On Thu, May 17, 2012 at 01:22:05AM +0000, Mao, Junjie wrote:
> > -----Original Message-----
> > From: Marcelo Tosatti [mailto:mtosatti@xxxxxxxxxx]
> > Sent: Tuesday, May 15, 2012 10:42 AM
> > To: Mao, Junjie
> > Cc: 'kvm@xxxxxxxxxxxxxxx'
> > Subject: Re: [PATCH v2] KVM: x86: Implement PCID/INVPCID for guests with
> > EPT
> > 
> > On Mon, May 14, 2012 at 06:25:40AM +0000, Mao, Junjie wrote:
> > > This patch handles PCID/INVPCID for guests.
> > >
> > > Process-context identifiers (PCIDs) are a facility by which a logical
> > > processor may cache information for multiple linear-address spaces so
> > > that the processor may retain cached information when software
> > > switches to a different linear address space. Refer to section 4.10.1
> > > in IA32 Intel Software Developer's Manual Volume 3A for details.
> > >
> > > For guests with EPT, the PCID feature is enabled and INVPCID behaves
> > > as running natively.
> > > For guests without EPT, the PCID feature is disabled and INVPCID triggers
> > #UD.
> > >
> > > Changes from v1:
> > > 	Move cr0/cr4 writing checks to x86.c
> > > 	Update comments for the reason why PCID is disabled for non-EPT guests
> > > 	Do not support PCID/INVPCID for nested guests at present
> > > 	Clean up useless symbols
> > >
> > > Signed-off-by: Junjie Mao <junjie.mao@xxxxxxxxx>
> > > +++ b/arch/x86/kvm/vmx.c
> > > @@ -1711,6 +1711,18 @@ static bool vmx_rdtscp_supported(void)
> > >  	return cpu_has_vmx_rdtscp();
> > >  }
> > >
> > > +static bool vmx_pcid_supported(void)
> > > +{
> > > +	/*
> > > +	 * Enable INVPCID for non-ept guests may cause performance regression,
> > > +	 * and without INVPCID, PCID has little benefits. So disable them all
> > > +	 * for non-ept guests.
> > > +	 *
> > > +	 * PCID is not supported for nested guests yet.
> > > +	 */
> > > +	return enable_ept && (boot_cpu_data.x86_capability[4] &
> > > +bit(X86_FEATURE_PCID)) && !cpu_has_hypervisor; }
> > 
> > The comment Avi made was regarding running a nested guest, not running
> > _as_ a nested guest (which is what cpu_has_hypervisor is about).
> > 
> > You can disable INVPCID exec control (which #UDs), if its in Level-2 guest mode
> > (see if_guest_mode()), and restore the Level-1 value when leaving nested
> > mode.
> 
> This "!cpu_has_hypervisor " is brought by my ignorance on nested vmx. Sorry for that.
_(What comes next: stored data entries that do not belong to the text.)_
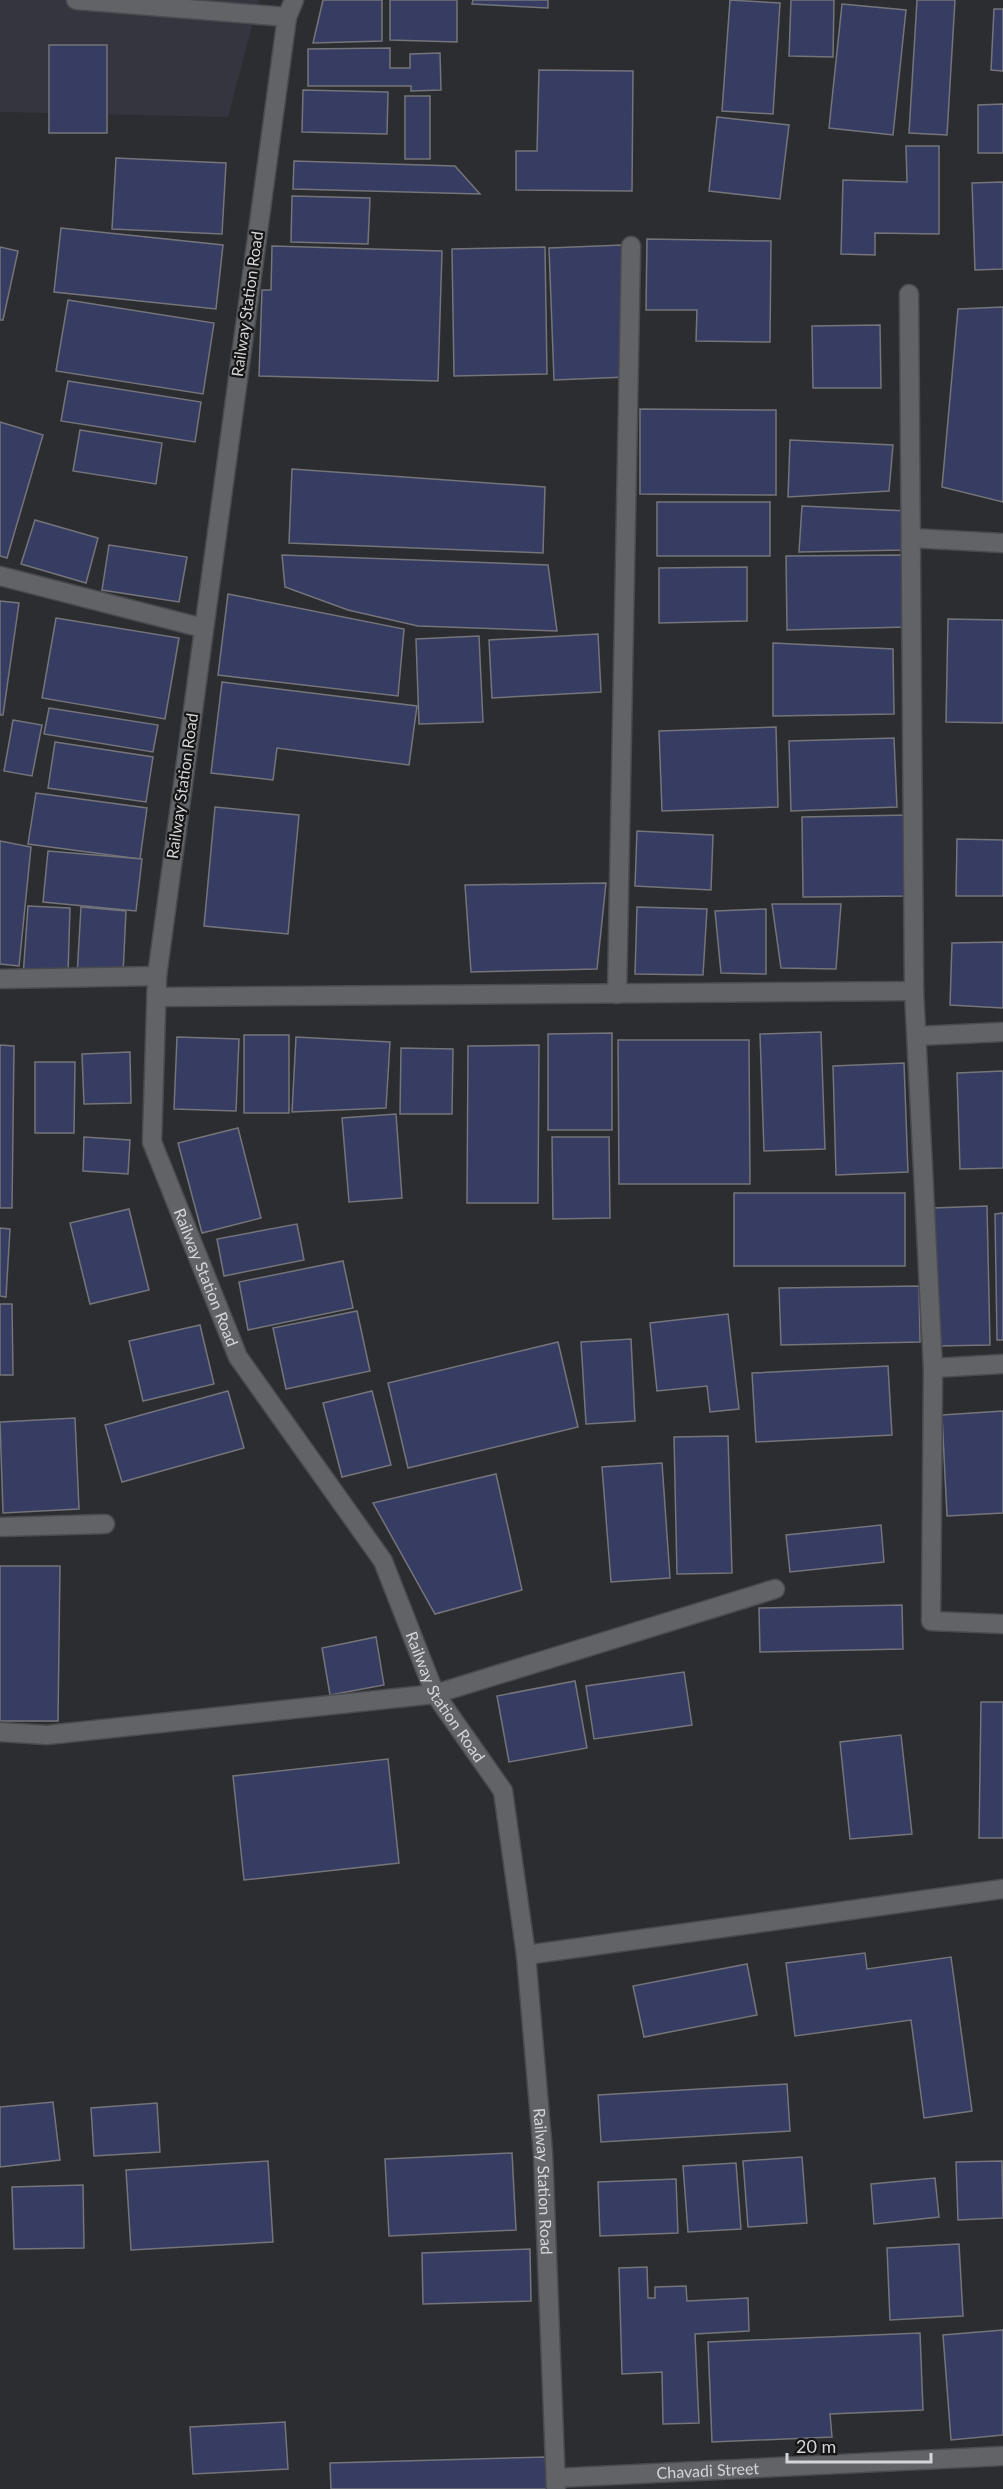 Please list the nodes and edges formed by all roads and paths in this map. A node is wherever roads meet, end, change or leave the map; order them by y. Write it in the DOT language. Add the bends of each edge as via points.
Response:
graph roads {
  1 [pos="76,0"];
  2 [pos="190,4"];
  3 [pos="290,9"];
  4 [pos="631,246"];
  5 [pos="909,294"];
  6 [pos="911,538"];
  7 [pos="1003,543"];
  8 [pos="0,576"];
  9 [pos="203,628"];
  10 [pos="157,976"];
  11 [pos="0,979"];
  12 [pos="914,991"];
  13 [pos="618,994"];
  14 [pos="157,997"];
  15 [pos="1003,1032"];
  16 [pos="917,1036"];
  17 [pos="1003,1364"];
  18 [pos="933,1368"];
  19 [pos="105,1524"];
  20 [pos="0,1527"];
  21 [pos="775,1589"];
  22 [pos="1003,1624"];
  23 [pos="435,1694"];
  24 [pos="0,1732"];
  25 [pos="1003,1889"];
  26 [pos="526,1955"];
  27 [pos="1003,2456"];
  28 [pos="556,2483"];
  1 -- 2 [label="street"];
  2 -- 3 [label="street"];
  3 -- 9 [label="street, Railway Station Road"];
  4 -- 13 [label="street"];
  5 -- 6 [label="street"];
  6 -- 7 [label="street"];
  6 -- 12 [label="street"];
  8 -- 9 [label="street"];
  9 -- 10 [label="street, Railway Station Road"];
  10 -- 11 [label="street"];
  10 -- 14 [label="street, Railway Station Road"];
  12 -- 13 [label="street"];
  12 -- 16 [label="street"];
  13 -- 14 [label="street"];
  14 -- 23 [label="street, Railway Station Road" via="152,1142 238,1357 383,1561"];
  15 -- 16 [label="street"];
  16 -- 18 [label="street"];
  17 -- 18 [label="street"];
  18 -- 22 [label="street" via="931,1621"];
  19 -- 20 [label="street"];
  21 -- 23 [label="street"];
  23 -- 24 [label="street" via="46,1735"];
  23 -- 26 [label="street, Railway Station Road" via="503,1791"];
  25 -- 26 [label="street"];
  26 -- 28 [label="street, Railway Station Road" via="543,2153"];
  27 -- 28 [label="street, Chavadi Street"];
}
That makes two of us. No problem.

> > > +
> > >  /*
> > >   * Swap MSR entry in host/guest MSR entry array.
> > >   */
> > > @@ -2425,6 +2437,8 @@ static __init int setup_vmcs_config(struct
> > vmcs_config *vmcs_conf)
> > >  			SECONDARY_EXEC_UNRESTRICTED_GUEST |
> > >  			SECONDARY_EXEC_PAUSE_LOOP_EXITING |
> > >  			SECONDARY_EXEC_RDTSCP;
> > > +		if (vmx_pcid_supported())
> > > +			opt2 |= SECONDARY_EXEC_ENABLE_INVPCID;
> > 
> > 
> > You should allow ENABLE_INVPCID control to be set unconditionally here, and
> > adjusted in vmx_secondary_exec_control().
> > 
> > (note that "enable_ept" might be cleared after setup_vmcs_config).
> > 
> > >  		if (adjust_vmx_controls(min2, opt2,
> > >  					MSR_IA32_VMX_PROCBASED_CTLS2,
> > >  					&_cpu_based_2nd_exec_control) < 0) @@ -6420,6
> > +6434,20 @@ static
> > > void vmx_cpuid_update(struct kvm_vcpu *vcpu)
> > >  			}
> > >  		}
> > >  	}
> > > +
> > > +	if (vmx_pcid_supported()) {
> > > +		best = kvm_find_cpuid_entry(vcpu, 0x1, 0);
> > > +		if (!best || !(best->ecx & bit(X86_FEATURE_PCID))) {
> > > +			/* Hiding INVPCID when PCID is not exposed. */
> > > +			exec_control =
> > vmcs_read32(SECONDARY_VM_EXEC_CONTROL);
> > > +			exec_control &= ~SECONDARY_EXEC_ENABLE_INVPCID;
> > > +			vmcs_write32(SECONDARY_VM_EXEC_CONTROL,
> > > +				     exec_control);
> > > +			best = kvm_find_cpuid_entry(vcpu, 0x7, 0);
> > > +			if (best)
> > > +				best->ecx &= ~bit(X86_FEATURE_INVPCID);
> > > +		}
> > > +	}
> > 
> > - If X86_FEATURE_CPUID bit is set by guest, but X86_FEATURE_INVPCID is
> >   cleared, this allows invpcid to execute (which is wrong, it should
> >   #UD).
> 
> Qemu doesn't support adjusting cpuid leaf 7 at present. The PCID/INVPCID features are both controlled by the 'pcid' bit in cpuid leaf 1, i.e.
> 	- On platforms supporting both the features, 'cpu xxx,+pcid' exposing both PCID and INVPCID and 'cpu xxx,-pcid' hiding both.
> 	- On platforms supporting PCID only, INVPCID is always not available to guests and PCID is exposed or hidden according to the command line.
> 	- On platforms supporting neither, both of them are always hidden.
> This is done because PCID brings little (if any) benefits without the INVPCID instruction.
> Thus if X86_FEATURE_INVPCID is cleared at this point, this means the host doesn't support it and setup_vmcs_config has already masked SECONDARY_VM_EXEC_CONTROL according to IA32_VMX_PROCBASED_CTLS2.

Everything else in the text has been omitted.